Introduction: Automatic Solar Powered Extractor Fan for a Hot Garage

About: Woodsman and field tutor on a week day. Life long inventor, designer, engineer for the rest of the time. From items that make life easier to items with no reason to be....other than the idea popped into my hea…

Having put together a nice little garage for my Marlin kit car, I discovered that it was like an oven on a sunny day so I decided it needed an extractor fan to keep everything cool.

As there is no electricity in the garage the obvious way to go was 12v solar power!

I had a look to see what I had knocking around and found a sheet of 3mm MDF for the back plate, a small extractor fan/light unit ,recovered from a caravan, an old room thermostat for a central heating system and, on Amazon, I found a 10w solar panel and charge unit for £30. I had a spare battery for the Marlin which will be kept up to charge as a bonus :)

I worked out that the best place to mount the fan was at the top of the roll up door.

Step 1: First Steps and Redesign

I decided to mount the unit on the bolts that hold the frame of the garage together, the top of the MDF panel was cut to the angle of the roof slope with 2 holes for those bolts to pass through.

I looked at where everything would need to go ..... and realised that I would do better not to have the charger/controller in the garage...I also had to think about how it would switch off and on, I had worked out that I would need a relay to reverse the operation of the room thermostat which only had a normally closed contact when the temperature is lower than set point, I realised though that this would mean that the relay would be energised when ever the fan was not running that would be unreliable in the long term so I took the room stat apart to see if I could modify it and yes I could, it had the normally open contact, though without a screw terminal so I just soldered my wire inside the unit.

Step 2: Mounting the Solar Panel

Right next to the garage is a small shed and it seemed that the corner of the roof would be the perfect place for the solar panel, to that end I made a plastic bracket to screw it onto the barge board, led the wires through the wall and mounted the charger/controller on the wall just below the panel. The battery went on the floor under the table below and the charging circuit was up and running!

Step 3: Constructing the Main Unit

Once the fan and light assembly had been stripped and cleaned I bent the ends of the panel down to stiffen it up and sprayed it black.

A hole was tripanned in the MDF panel to fit the fan shroud and wooden blocks were glued and screwed onto the MDF panel to attach the newly reassembled light panel.

The thermostat was mounted just above.

Step 4: External Fan Shroud

The fan housing was of a size that I struggled to find anything to match so I cut a couple of rings of drain pipe and cut a slit down 1 of them and a section out of the other to make a piece of pipe that would slip onto the fan shroud.

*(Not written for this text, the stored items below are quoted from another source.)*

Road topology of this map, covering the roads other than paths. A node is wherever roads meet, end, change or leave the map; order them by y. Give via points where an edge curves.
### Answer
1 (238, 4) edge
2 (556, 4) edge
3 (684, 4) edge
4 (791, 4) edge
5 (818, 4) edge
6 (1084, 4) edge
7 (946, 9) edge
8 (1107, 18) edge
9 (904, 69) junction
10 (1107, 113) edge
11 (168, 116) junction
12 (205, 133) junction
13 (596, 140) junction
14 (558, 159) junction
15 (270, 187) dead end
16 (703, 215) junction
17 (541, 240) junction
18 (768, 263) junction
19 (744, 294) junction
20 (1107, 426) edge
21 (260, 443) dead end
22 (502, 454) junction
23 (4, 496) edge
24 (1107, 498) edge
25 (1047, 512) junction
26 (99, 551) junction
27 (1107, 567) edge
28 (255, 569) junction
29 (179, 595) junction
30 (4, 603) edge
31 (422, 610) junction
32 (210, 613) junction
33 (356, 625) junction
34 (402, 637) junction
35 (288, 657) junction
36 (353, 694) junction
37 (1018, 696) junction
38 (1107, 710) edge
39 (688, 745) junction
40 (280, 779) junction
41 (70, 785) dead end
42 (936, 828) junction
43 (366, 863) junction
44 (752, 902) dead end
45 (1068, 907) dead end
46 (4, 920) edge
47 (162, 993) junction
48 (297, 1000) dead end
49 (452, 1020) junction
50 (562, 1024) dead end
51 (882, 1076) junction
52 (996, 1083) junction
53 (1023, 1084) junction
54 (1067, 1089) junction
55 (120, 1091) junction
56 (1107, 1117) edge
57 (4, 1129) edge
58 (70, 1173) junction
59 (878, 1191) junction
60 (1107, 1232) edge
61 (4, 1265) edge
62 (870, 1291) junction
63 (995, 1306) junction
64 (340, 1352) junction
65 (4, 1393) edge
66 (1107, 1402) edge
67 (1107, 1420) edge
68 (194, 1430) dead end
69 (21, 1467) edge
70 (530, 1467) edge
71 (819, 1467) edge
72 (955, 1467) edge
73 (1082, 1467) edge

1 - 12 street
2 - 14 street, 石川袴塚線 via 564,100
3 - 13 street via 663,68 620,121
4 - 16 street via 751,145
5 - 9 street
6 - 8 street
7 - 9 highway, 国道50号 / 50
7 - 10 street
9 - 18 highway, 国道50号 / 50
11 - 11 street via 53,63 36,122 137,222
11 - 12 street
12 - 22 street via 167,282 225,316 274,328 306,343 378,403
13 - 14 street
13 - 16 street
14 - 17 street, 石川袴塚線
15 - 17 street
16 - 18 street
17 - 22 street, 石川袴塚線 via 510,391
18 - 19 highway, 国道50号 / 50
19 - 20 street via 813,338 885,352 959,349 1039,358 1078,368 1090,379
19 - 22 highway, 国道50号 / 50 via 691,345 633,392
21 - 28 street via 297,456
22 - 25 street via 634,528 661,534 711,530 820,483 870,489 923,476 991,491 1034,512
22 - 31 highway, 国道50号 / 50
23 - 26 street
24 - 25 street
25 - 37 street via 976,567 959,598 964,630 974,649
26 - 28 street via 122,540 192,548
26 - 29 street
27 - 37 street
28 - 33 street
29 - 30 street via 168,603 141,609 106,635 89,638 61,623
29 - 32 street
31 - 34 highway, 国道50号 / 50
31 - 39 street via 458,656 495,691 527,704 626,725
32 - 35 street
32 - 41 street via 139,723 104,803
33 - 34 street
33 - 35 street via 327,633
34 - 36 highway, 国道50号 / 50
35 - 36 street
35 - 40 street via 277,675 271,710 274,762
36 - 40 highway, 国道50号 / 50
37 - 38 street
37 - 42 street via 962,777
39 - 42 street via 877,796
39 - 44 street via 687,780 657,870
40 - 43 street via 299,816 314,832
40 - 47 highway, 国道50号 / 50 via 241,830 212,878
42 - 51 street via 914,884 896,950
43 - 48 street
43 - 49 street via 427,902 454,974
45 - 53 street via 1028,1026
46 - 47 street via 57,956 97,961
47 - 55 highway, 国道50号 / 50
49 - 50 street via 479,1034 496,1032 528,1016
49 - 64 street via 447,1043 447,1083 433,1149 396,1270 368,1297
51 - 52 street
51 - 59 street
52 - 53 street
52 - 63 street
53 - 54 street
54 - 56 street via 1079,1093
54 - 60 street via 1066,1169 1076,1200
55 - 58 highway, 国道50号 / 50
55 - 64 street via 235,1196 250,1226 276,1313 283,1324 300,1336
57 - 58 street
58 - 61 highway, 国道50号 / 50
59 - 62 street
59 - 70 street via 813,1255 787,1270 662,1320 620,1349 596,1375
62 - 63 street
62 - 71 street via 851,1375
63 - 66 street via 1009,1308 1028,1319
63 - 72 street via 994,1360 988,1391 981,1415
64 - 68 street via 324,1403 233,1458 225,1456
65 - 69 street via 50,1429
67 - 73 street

I cut a square of flat plastic, trepanned out the centre hole and glued it all together with a filler glue to get a nice strong fillet at the joint.

Step 5: Outside Grill

To stop any thing getting into the fan I made up a grill of expanded aluminium by forming it around a piece of drainpipe using a wooden mallet. The grill was stuck in place with araldite.

Step 6: Final Build Up of Fan Unit

Once some wooden blocks were glued and screwed on to the back of the MDF panel to attach the outside shroud the back panel was painted black all the parts were bought together and final fitted.

Step 7: Hidden Wiring

The final cable, between the fan unit and the charger/controller in the shed, was passed through the tensioning strap tunnels along the top and sides of the garage and through to the shed at floor level this cable is all but invisible, pictures show it whilst being installed.

Step 8: Final Installation and Testing

The panel was screwed in place inside the garage and last wires attached. I cut out a round hole in the tarp for the outer shroud to pass through and it was screwed through to the wooden blocks, clamping it all in place.

I wondered why the fan was not running and realised that the temperature in the garage was higher than the top set point of the thermostat, this was easily resolved by removing the setting knob which allowed me to wind the stat further out until the fan burst into life.

I have now set it to get the garage to a sensible temperature with the fan switching on and off as required.

A nice little bonus is that I also have a light in the garage for those long winter nights when the fan will not be required.